__WHAT TO WORK ON__: Write only the number of lines in the entries that hold the string "pinky".

Top of EXTRACTED RECORDS

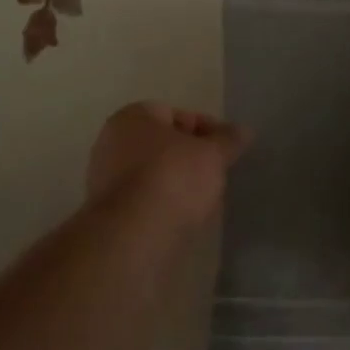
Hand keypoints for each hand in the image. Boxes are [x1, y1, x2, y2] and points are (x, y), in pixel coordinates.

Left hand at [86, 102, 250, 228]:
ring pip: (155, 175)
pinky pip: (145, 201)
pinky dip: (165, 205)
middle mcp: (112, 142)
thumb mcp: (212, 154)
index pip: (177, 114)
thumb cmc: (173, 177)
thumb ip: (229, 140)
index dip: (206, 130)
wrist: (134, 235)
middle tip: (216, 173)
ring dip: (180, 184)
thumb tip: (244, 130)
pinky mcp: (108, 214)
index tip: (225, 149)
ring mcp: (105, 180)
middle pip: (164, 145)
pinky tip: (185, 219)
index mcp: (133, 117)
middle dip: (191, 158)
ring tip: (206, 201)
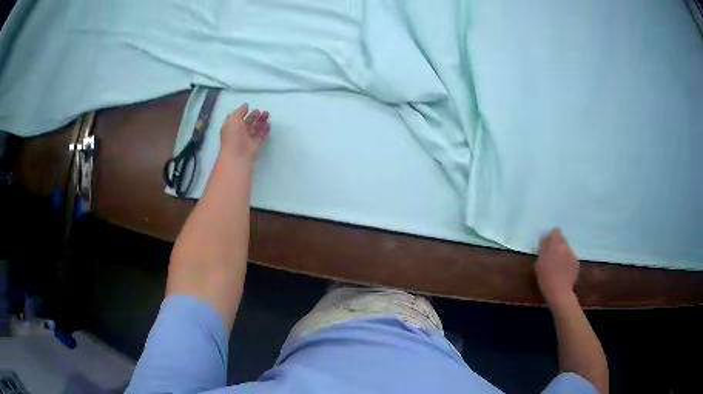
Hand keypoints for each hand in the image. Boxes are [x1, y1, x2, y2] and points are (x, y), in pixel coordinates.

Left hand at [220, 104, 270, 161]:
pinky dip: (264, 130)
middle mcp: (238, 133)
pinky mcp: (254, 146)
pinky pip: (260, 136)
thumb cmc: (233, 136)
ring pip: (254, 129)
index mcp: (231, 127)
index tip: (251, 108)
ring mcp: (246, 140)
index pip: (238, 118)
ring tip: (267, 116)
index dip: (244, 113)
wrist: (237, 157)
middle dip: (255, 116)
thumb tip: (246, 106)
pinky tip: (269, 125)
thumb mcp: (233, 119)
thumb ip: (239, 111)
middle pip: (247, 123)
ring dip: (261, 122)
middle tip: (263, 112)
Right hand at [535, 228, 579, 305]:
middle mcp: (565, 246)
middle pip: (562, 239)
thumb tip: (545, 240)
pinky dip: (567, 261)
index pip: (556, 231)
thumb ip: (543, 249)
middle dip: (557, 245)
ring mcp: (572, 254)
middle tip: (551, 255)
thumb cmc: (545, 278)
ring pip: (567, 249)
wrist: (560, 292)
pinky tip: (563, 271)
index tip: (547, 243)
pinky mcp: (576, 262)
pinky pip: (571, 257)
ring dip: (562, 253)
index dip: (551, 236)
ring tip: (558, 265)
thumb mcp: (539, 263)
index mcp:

Bottom of EXTRACTED RECORDS

__RESPONSE TO THIS EXERCISE__: 12